*TASK ITEM:*
Show every line from the entries that follow which holds the word "SETOR".

*Saved data entries:*
──────────────────────────────

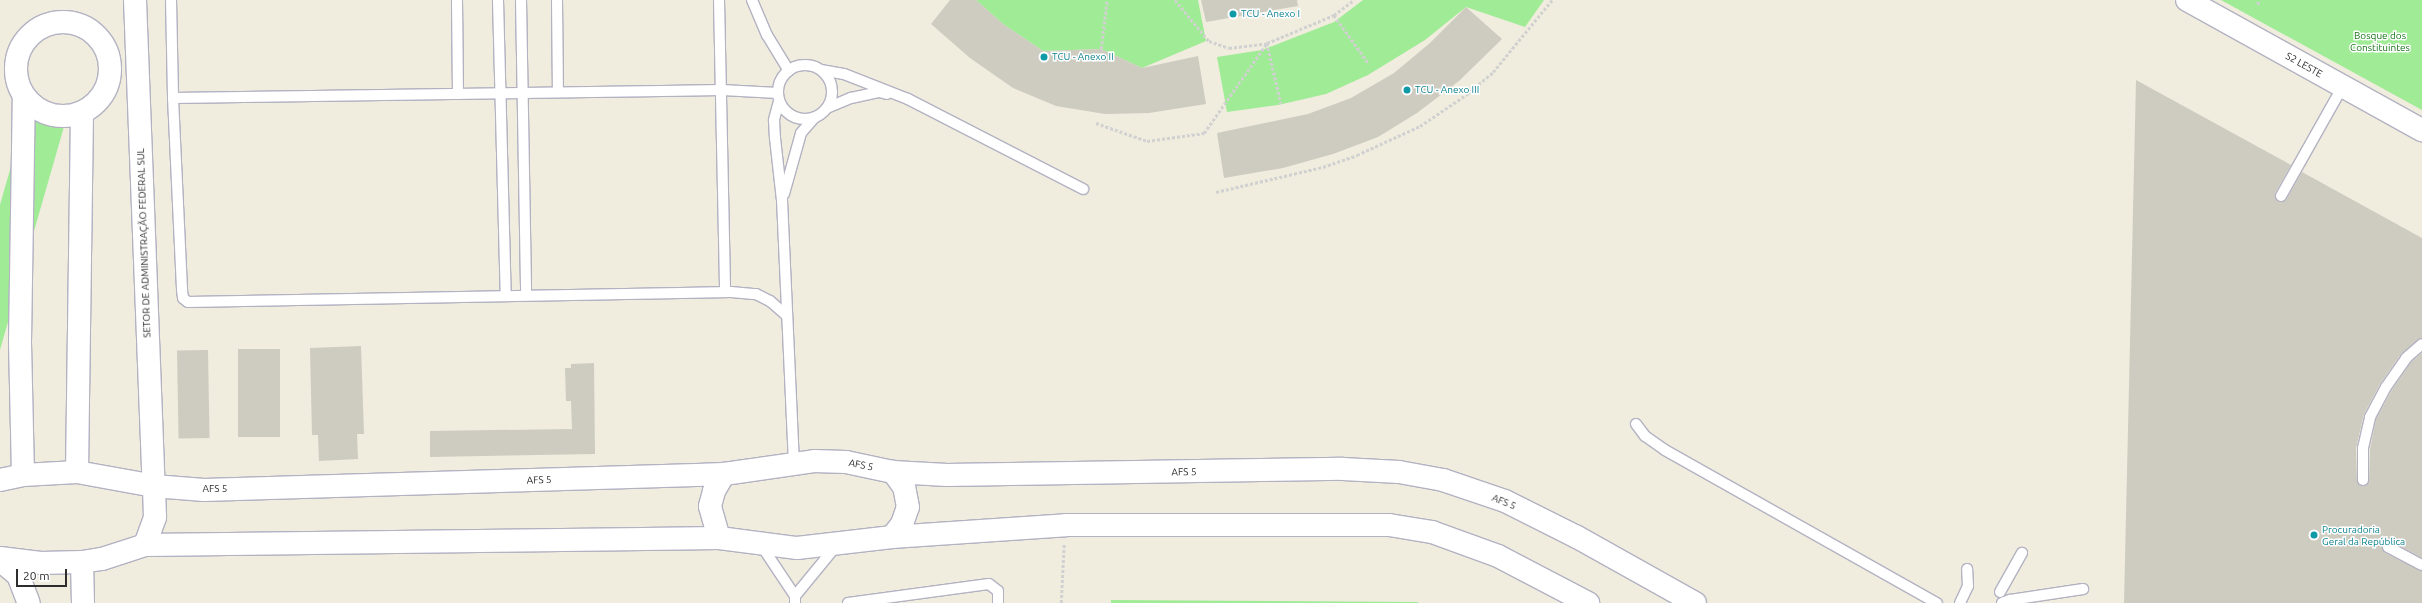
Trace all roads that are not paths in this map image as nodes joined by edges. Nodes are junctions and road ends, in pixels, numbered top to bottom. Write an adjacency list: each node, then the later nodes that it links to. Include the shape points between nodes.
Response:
1 (136, 0): 42 (main road, SETOR DE ADMINISTRAÇÃO FEDERAL SUL)
2 (171, 0): 20 (lane)
3 (457, 0): 18 (lane)
4 (498, 0): 16 (lane)
5 (521, 0): 17 (lane)
6 (557, 0): 15 (lane)
7 (719, 0): 14 (lane)
8 (752, 0): 11 (lane, via 767,35)
9 (2187, 0): 13 (main road, S2 LESTE)
10 (821, 70): 11 (lane, via 805,65); 21 (lane, via 844,74); 22 (lane, via 831,84)
11 (789, 71): 19 (lane, via 783,77)
12 (14, 85): 23 (main road, via 36,108 50,115); 23 (main road, via 18,54 34,31 47,24 62,21 83,26 101,39 108,52 111,66 110,80 104,94); 39 (main road)
13 (2343, 86): 25 (main road, S2 LESTE); 27 (lane)
14 (722, 90): 15 (lane); 19 (lane); 29 (lane)
15 (558, 92): 17 (lane)
16 (501, 93): 17 (lane); 18 (lane); 31 (lane)
17 (523, 93): 30 (lane)
18 (458, 94): 20 (lane)
19 (778, 97): 24 (lane, via 789,115 797,118); 28 (lane, via 774,120)
20 (173, 98): 31 (lane, via 182,290 183,298 188,302)
21 (908, 99): 22 (lane, via 879,92 851,98); 26 (lane)
22 (828, 108): 24 (lane)
23 (82, 113): 36 (main road)
24 (814, 118): 28 (lane, via 801,133)
25 (2422, 130)
26 (1083, 189)
27 (2281, 196)
28 (782, 200): 32 (lane)
29 (725, 292): 30 (lane); 32 (lane, via 756,294 770,301)
30 (526, 295): 31 (lane)
31 (506, 296)
32 (786, 315): 35 (lane)
33 (2422, 344): 41 (lane, via 2406,358 2370,417 2363,448)
34 (1636, 424): 63 (lane, via 1645,436 1665,450)
35 (794, 462): 37 (main road, AFS 5, via 846,462); 38 (main road, AFS 5)
36 (77, 472): 39 (main road, AFS 5); 42 (main road, AFS 5)
37 (893, 472): 43 (main road, via 904,487 908,507 902,524); 62 (main road, AFS 5, via 947,475 1343,469 1399,472 1443,480 1505,501 1577,537)
38 (724, 474): 42 (main road, AFS 5, via 204,490); 44 (main road, via 714,491 710,506)
39 (23, 475): 40 (main road, AFS 5)
40 (0, 480)
41 (2363, 480)
42 (154, 486): 46 (main road, SETOR DE ADMINISTRAÇÃO FEDERAL SUL, via 156,517)
43 (892, 537): 47 (main road); 61 (main road, via 1066,525 1389,525 1432,532 1498,556)
44 (719, 538): 45 (main road); 46 (main road)
45 (760, 544): 47 (main road, via 797,548); 56 (lane)
46 (145, 545): 51 (main road, via 102,559)
47 (836, 546): 56 (lane)
48 (2388, 547): 52 (lane)
49 (2022, 553): 55 (lane)
50 (0, 559): 51 (main road, via 41,563); 57 (main road, via 18,575)
51 (82, 562): 58 (main road)
52 (2422, 565)
53 (1967, 569): 64 (lane, via 1968,586)
54 (2083, 589): 65 (lane)
55 (2000, 592)
56 (795, 600)
57 (29, 603)
58 (83, 603)
59 (848, 603): 60 (lane, via 989,584 998,591)
60 (998, 603)
61 (1588, 603)
62 (1695, 603)
63 (1937, 603)
64 (1960, 603)
65 (2002, 603)

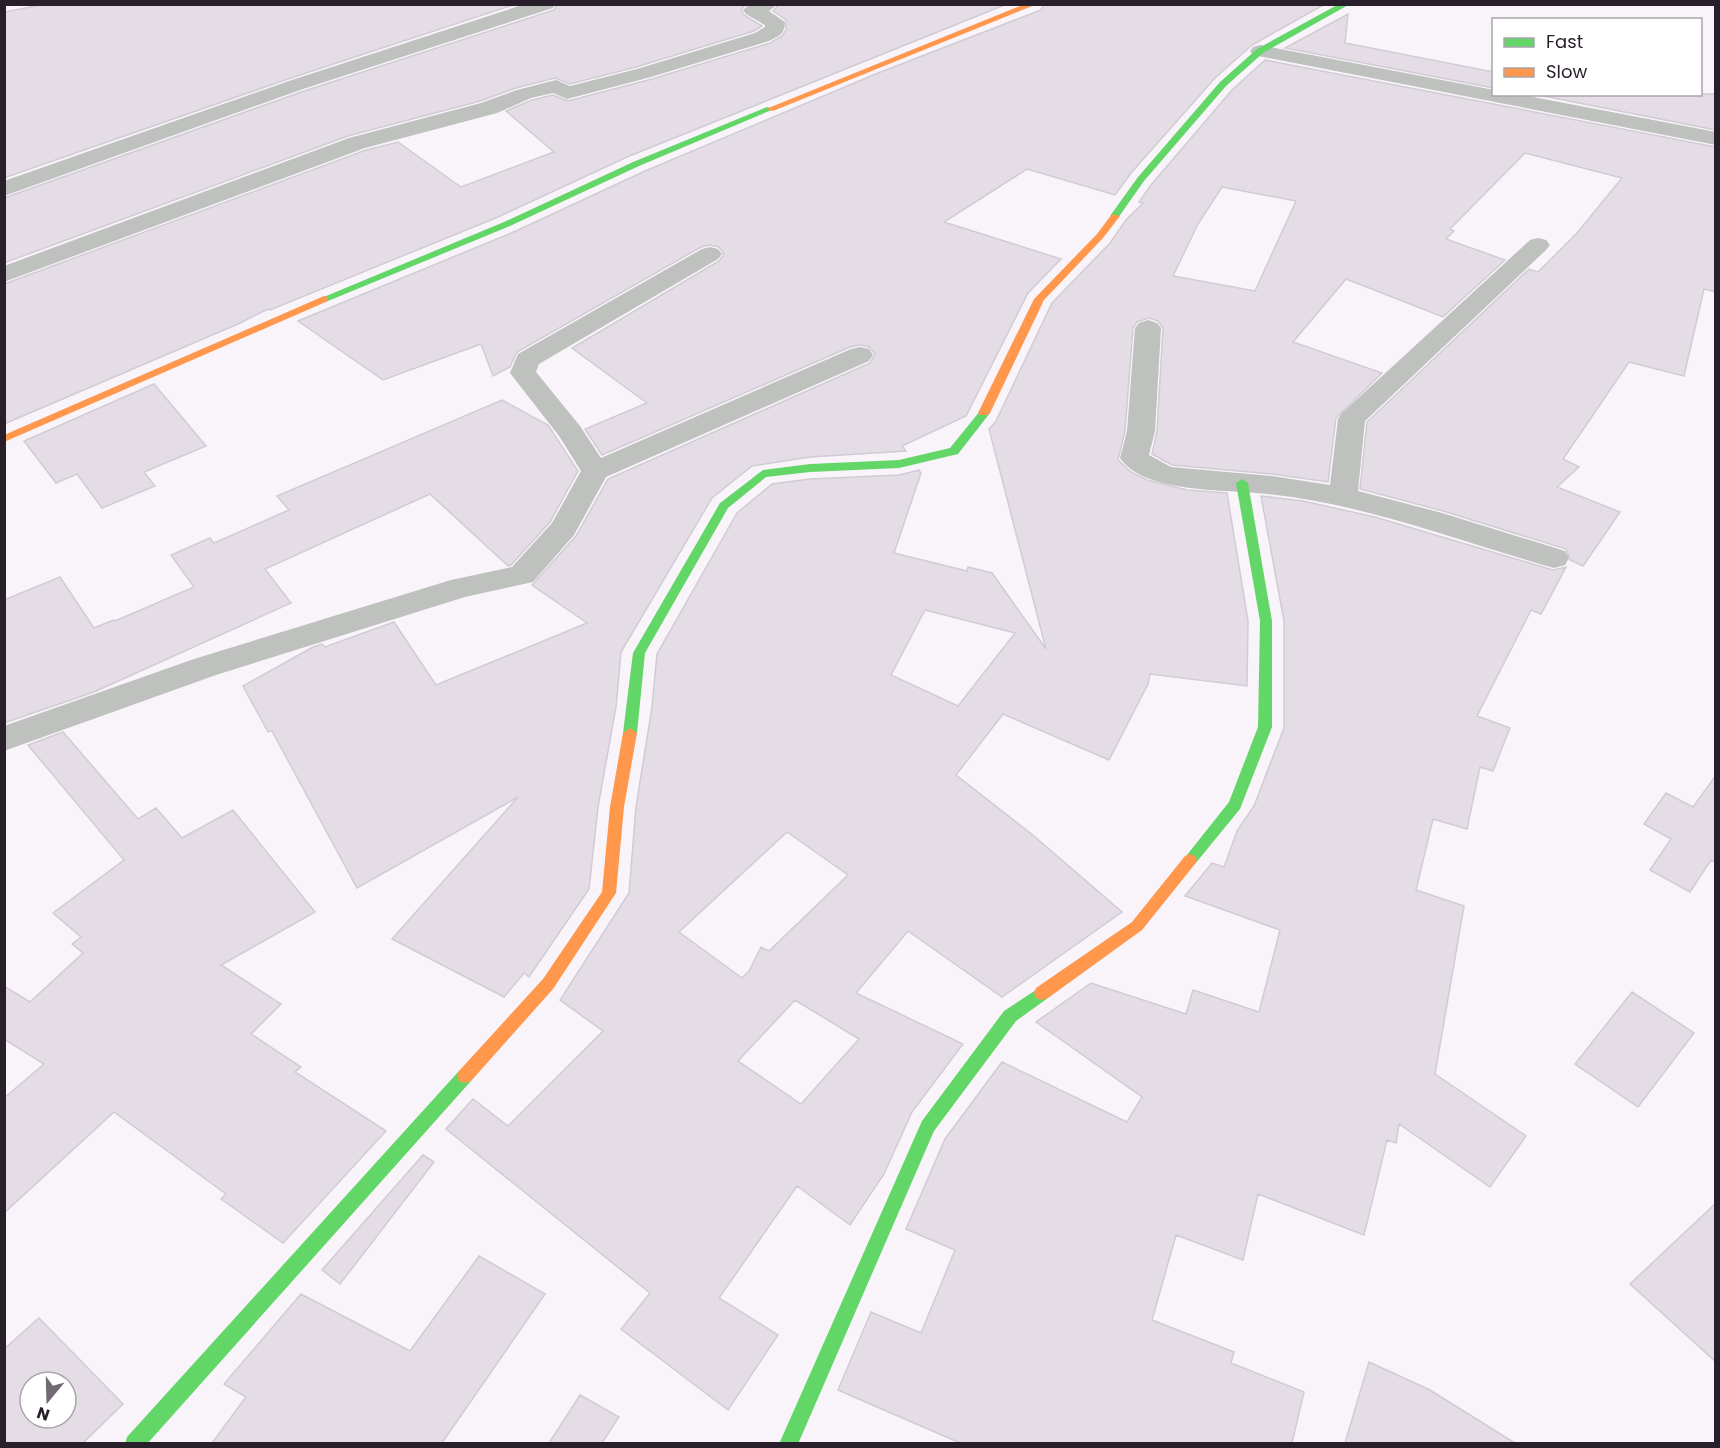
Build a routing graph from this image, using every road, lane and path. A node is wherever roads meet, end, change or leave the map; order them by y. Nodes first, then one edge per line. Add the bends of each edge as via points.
1 (546, 4) edge
2 (768, 4) edge
3 (1033, 4) edge
4 (1346, 4) edge
5 (1260, 51) junction
6 (1492, 96) edge
7 (1493, 96) edge
8 (1716, 139) edge
9 (4, 189) edge
10 (1538, 245) dead end
11 (710, 254) dead end
12 (4, 275) edge
13 (1148, 328) dead end
14 (860, 355) dead end
15 (4, 439) edge
16 (595, 471) junction
17 (1242, 483) junction
18 (1343, 497) junction
19 (1554, 558) dead end
20 (4, 739) edge
21 (134, 1443) edge
22 (788, 1443) edge

1 - 9 street via 296,85
2 - 12 street via 753,10 776,22 775,30 762,37 567,93 556,86 524,94 489,108 357,143
3 - 15 street via 636,164 507,224
4 - 5 street
5 - 6 street
5 - 21 street via 1223,84 1141,179 1100,236 1039,299 980,420 954,451 899,464 763,474 724,506 639,653 609,893 548,984
7 - 8 street
10 - 18 street via 1352,419
11 - 16 street via 527,360 524,373
13 - 17 street via 1141,431 1134,458 1166,476
14 - 16 street
16 - 20 street via 564,528 522,575 462,587 205,667
17 - 18 street
17 - 22 street via 1266,621 1265,727 1235,805 1137,926 1010,1016 928,1126
18 - 19 street via 1398,509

──────────────────────────────

*RESULT OF THE EXERCISE:*
1 (136, 0): 42 (main road, SETOR DE ADMINISTRAÇÃO FEDERAL SUL)
42 (154, 486): 46 (main road, SETOR DE ADMINISTRAÇÃO FEDERAL SUL, via 156,517)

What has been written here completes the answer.